Ha fallecido en París, a los 95 años, Carlos Cruz-Diez, dejando un enorme legado al arte contemporáneo y un mensaje de optimismo y esperanza a los venezolanos
Conocí a Carlos Cruz-Diez un día de 1986 en los amplios espacios del Museo de Arte Contemporáneo de Caracas. A la sazón, yo trabajaba como periodista en el suplemento cultural de El Diario de Caracas. La directora del museo, Sofía Imber, también periodista, me llevó hacia donde se producía una febril actividad de montaje y me lo presentó.
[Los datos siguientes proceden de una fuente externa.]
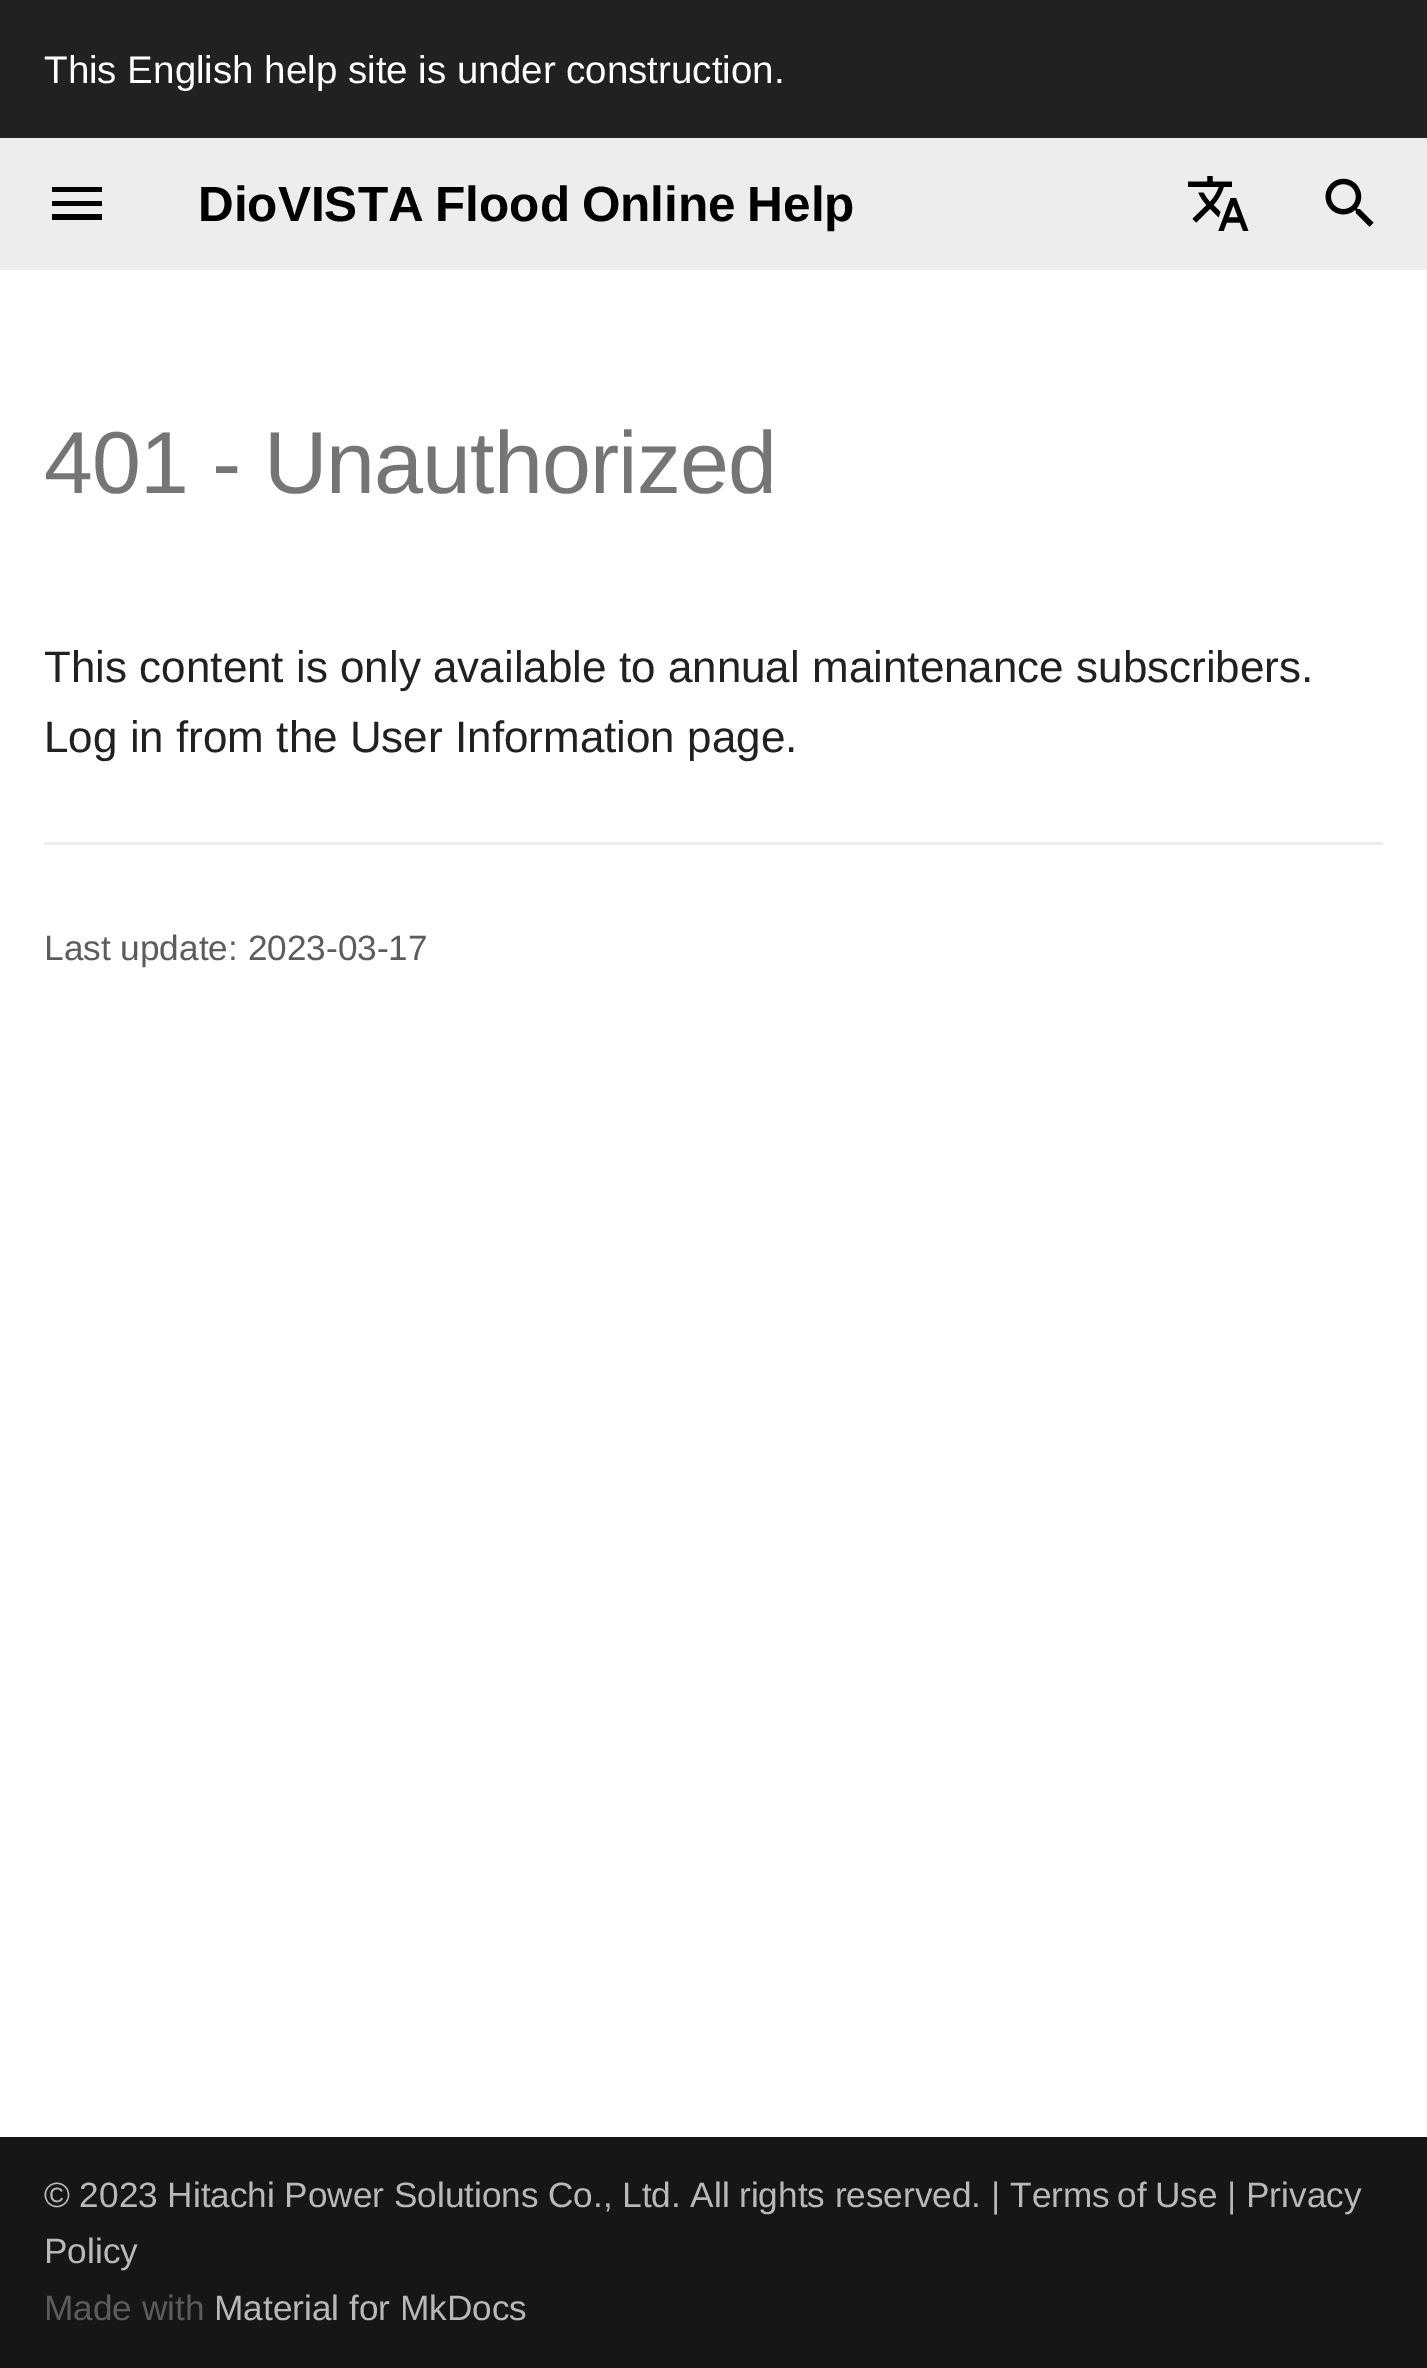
%!PS
<< /PageSize [1427 2368] >> setpagedevice
/picture { 5 dict begin { /h /w /y /x /name } { exch def } forall
  gsave x y translate w h scale
  w h 8 [w 0 0 h 0 0] name (r) file false 3 colorimage grestore end } def
0 2368 translate 1 -1 scale
4 setmiterlimit
1 setgray
0 0 1427 2368 rectfill
0.129 setgray
0 0 1427 138 rectfill
/LiberationSans-Regular [38.5 0 0 -38.5 0 0] selectfont
1 setgray
44 83 moveto (This English help site is under construction.) show
0.929 setgray
0 138 1427 132 rectfill
0 setgray
newpath 52 187 moveto 102 187 lineto 102 192 lineto 52 192 lineto 52 187 lineto 52 201 moveto 102 201 lineto 102 206 lineto 52 206 lineto 52 201 lineto 52 214 moveto 102 214 lineto 102 220 lineto 52 220 lineto closepath fill
/LiberationSans-Bold [49.5 0 0 -49.5 0 0] selectfont
198 221 moveto -2 0 32 (DioVISTA Flood Online Help) widthshow
(img1.rgb) 1188 176 61 55 picture
(img2.rgb) 1325 178 49 49 picture
/LiberationSans-Regular [88 0 0 -88 0 0] selectfont
0.459 setgray
44 493 moveto -0.9 0 (401 - Unauthorized) ashow
/LiberationSans-Regular [44 0 0 -44 0 0] selectfont
0.129 setgray
44 682 moveto (This content is only available to annual maintenance subscribers.) show
44 752 moveto (Log in from the User Information page.) show
0.929 setgray
44 842 1339 3 rectfill
/LiberationSans-Regular [35.2 0 0 -35.2 0 0] selectfont
0.361 setgray
44 960 moveto (Last update: 2023-03-17) show
0.086 setgray
0 2137 1427 231 rectfill
0.725 setgray
44 2207 moveto -0.25 0 32 (© 2023 Hitachi Power Solutions Co., Ltd. All rights reserved. |) widthshow
1010 2207 moveto -2 0 32 (Terms of Use) widthshow
1227 2207 moveto (| Privacy) show
44 2263 moveto (Policy) show
0.361 setgray
44 2320 moveto (Made with) show
0.725 setgray
214 2320 moveto (Material for MkDocs) show
showpage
Entre muchos operarios que instalaban sus obras, me encontré a un artista con aspecto de laboratorista, debido a su bata blanca. Era un hombre más bien pequeño, de grandes patillas y mirada afable tras los lentes.
Yo estaba emocionado pues sabía que estaba ante uno de los grandes artistas contemporáneos no solo de Venezuela sino de todo el mundo, cuyo su nombre se inscribía, junto al de otros renombrados representantes del arte cinético y del op art como Vasarely, Le Parc o el también venezolano Jesús Soto.
Como visitante de museos había disfrutado en muchas ocasiones de sus obras, pero también en muchos espacios urbanos de Caracas y otras ciudades, pues Cruz Diez siempre se planteó la integración de la obra con la ciudad como lo demostró en la ‘Inducción Cromática por Cambio de Frecuencia’, el mural cinético más largo de América (2 kilómetros) en la pared del puerto de La Guaira, obra hoy lamentablemente desaparecida.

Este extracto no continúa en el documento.